When your life was over and your family laid you to rest in the cemetery near your adopted home, can I assume on your behalf a sense of achievement, completion and a job well done or were there regrets, a sense of loss and worry for your family, for what was to come?
If I could talk to you personally I would hope you would help me with kindness and grace to understand the rich tapestry that was your life.
These are such great questions and ones I have often thought about. It is hard to find any personal stories particularly for women so you do start musing on what they may have done.
Thanks for your positive comments Sue. This post came very quickly to mind and I realised I was putting into writing questions that had been circling through my mind, on and off, for ages. Sometimes I think it helps us to step back from searching for the facts, data, answers and allow ourselves to just … mull. All the best with your own research.
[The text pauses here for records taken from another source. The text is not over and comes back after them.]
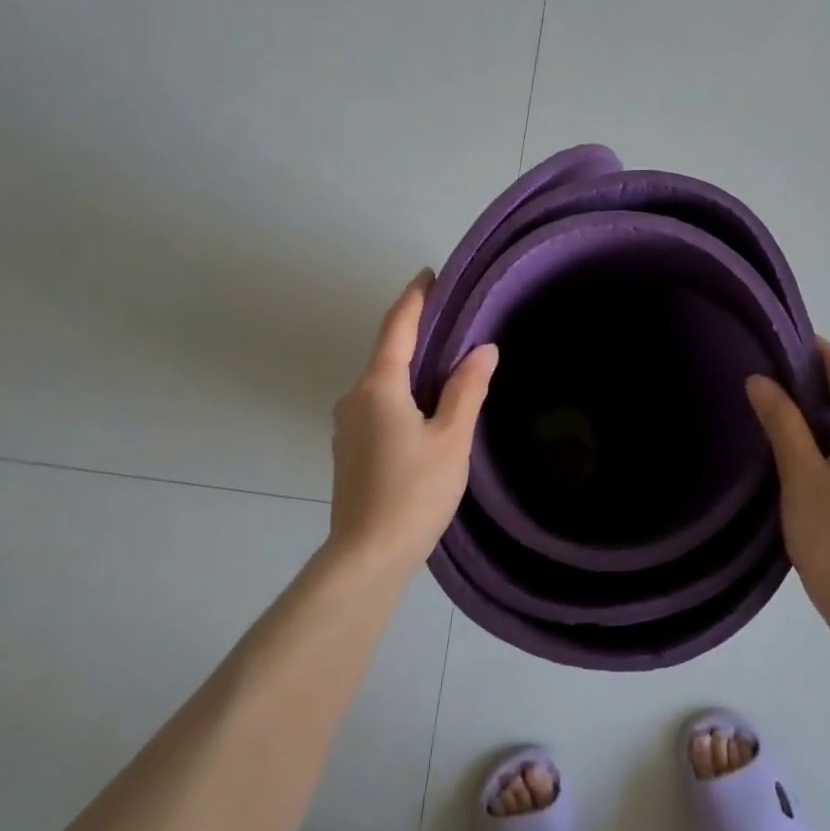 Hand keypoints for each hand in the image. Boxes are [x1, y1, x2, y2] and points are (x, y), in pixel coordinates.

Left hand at [328, 270, 497, 566]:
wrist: (367, 555)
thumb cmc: (414, 492)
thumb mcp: (452, 439)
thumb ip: (467, 390)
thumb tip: (483, 349)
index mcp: (379, 386)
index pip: (397, 327)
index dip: (414, 298)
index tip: (430, 274)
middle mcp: (354, 397)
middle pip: (388, 354)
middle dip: (417, 334)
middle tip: (453, 322)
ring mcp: (346, 424)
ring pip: (383, 383)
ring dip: (411, 369)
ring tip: (447, 367)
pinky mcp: (348, 448)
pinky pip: (378, 406)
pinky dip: (401, 395)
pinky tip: (425, 410) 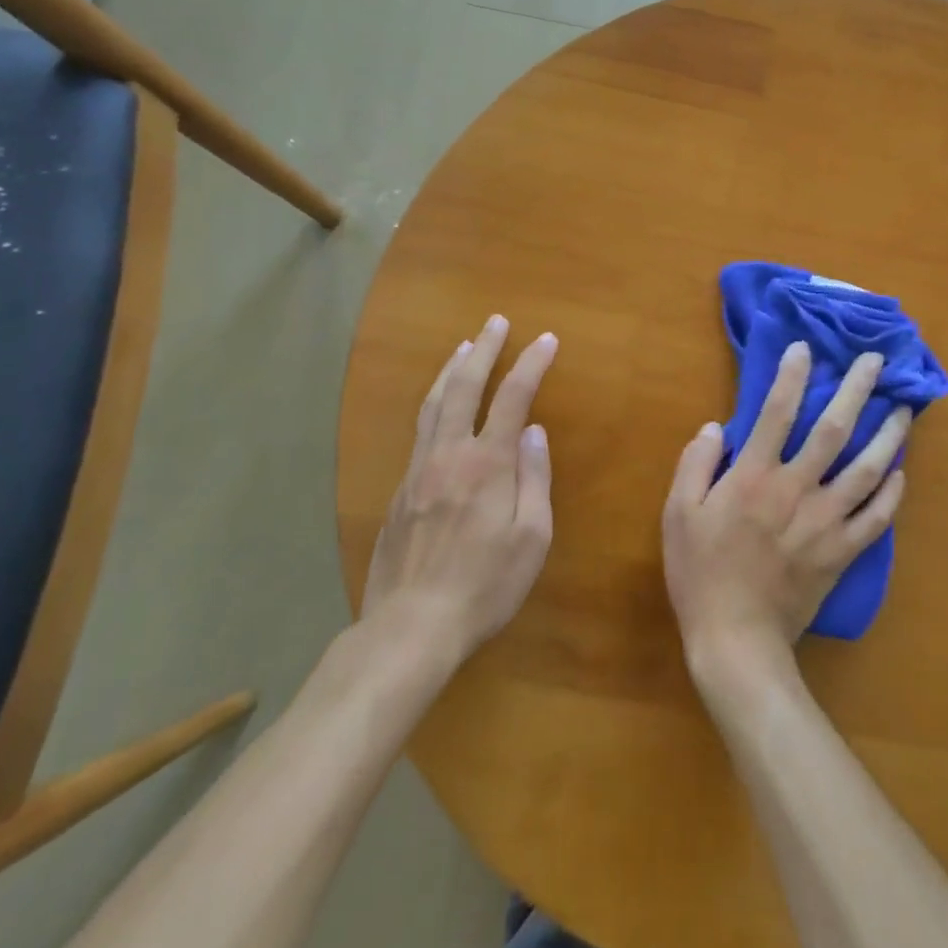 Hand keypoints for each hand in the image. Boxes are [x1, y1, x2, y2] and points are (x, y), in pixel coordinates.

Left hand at [362, 315, 557, 663]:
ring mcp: (419, 470)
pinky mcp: (401, 489)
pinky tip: (439, 403)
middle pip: (465, 386)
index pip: (513, 398)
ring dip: (452, 368)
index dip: (531, 364)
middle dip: (484, 349)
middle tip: (496, 321)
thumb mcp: (531, 538)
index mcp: (487, 464)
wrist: (410, 626)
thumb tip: (534, 432)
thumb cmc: (485, 585)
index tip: (546, 339)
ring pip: (434, 403)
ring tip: (464, 344)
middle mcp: (449, 455)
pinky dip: (434, 401)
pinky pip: (420, 429)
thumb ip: (534, 479)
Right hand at [663, 342, 908, 684]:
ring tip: (905, 410)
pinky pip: (876, 519)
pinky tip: (900, 474)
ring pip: (867, 470)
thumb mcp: (678, 514)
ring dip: (888, 436)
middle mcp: (796, 488)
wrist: (736, 639)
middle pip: (833, 430)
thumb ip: (695, 465)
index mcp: (753, 476)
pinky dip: (892, 495)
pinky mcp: (842, 552)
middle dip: (856, 390)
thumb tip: (715, 427)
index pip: (776, 412)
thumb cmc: (701, 573)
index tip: (805, 348)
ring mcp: (825, 521)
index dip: (791, 376)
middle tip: (877, 361) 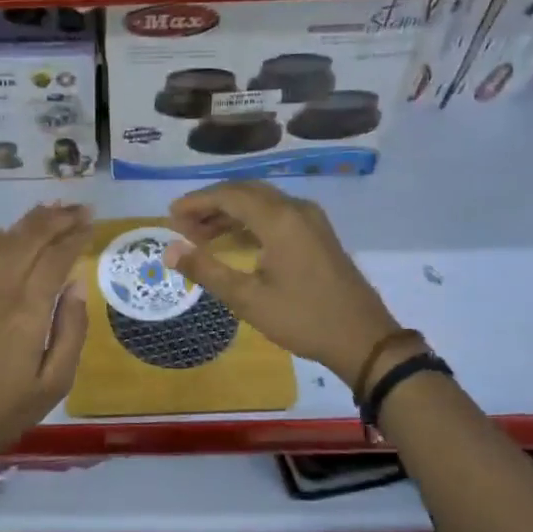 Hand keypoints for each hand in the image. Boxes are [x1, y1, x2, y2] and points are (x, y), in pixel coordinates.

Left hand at [0, 202, 91, 456]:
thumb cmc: (10, 407)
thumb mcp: (57, 380)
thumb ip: (72, 328)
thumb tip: (74, 283)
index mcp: (26, 312)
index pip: (55, 258)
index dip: (75, 236)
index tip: (91, 223)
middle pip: (27, 239)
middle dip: (56, 219)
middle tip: (78, 209)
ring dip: (26, 222)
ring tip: (49, 212)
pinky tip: (5, 235)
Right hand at [164, 182, 417, 385]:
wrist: (363, 339)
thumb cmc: (302, 318)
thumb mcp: (247, 299)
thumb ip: (206, 270)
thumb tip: (169, 250)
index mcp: (279, 219)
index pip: (229, 195)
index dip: (196, 202)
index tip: (169, 217)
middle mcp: (296, 210)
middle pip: (245, 192)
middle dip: (210, 205)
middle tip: (181, 226)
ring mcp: (311, 221)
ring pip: (261, 203)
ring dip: (229, 214)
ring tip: (199, 236)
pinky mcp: (318, 235)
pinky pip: (276, 215)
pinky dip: (249, 222)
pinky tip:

So beautiful a letter…A wonderful read..more so that Johann and Rosina were my 3x great grandparents. My mother was Joan Neale nee Maag her father was Claude Maag, Claudes wife was Mabel Maag Claudes father was William and Willams father Johann.. Warm Regards Sue
I have included your blog in INTERESTING BLOGS in FRIDAY FOSSICKING at
https://thatmomentintime-crissouli.blogspot.com/2018/08/friday-fossicking-24th-august-2018.html
Thank you, Chris
A lovely concept… I do hope you find answers to more of your questions.
Thank you so much Chris. Glad you enjoyed the post.
Don’t we wish we could sit all our ancestors down (particularly the female ones) and ask them such questions as Lyndall included in her Blog. A delight to read!
Thank you so much for your kind comments Janice.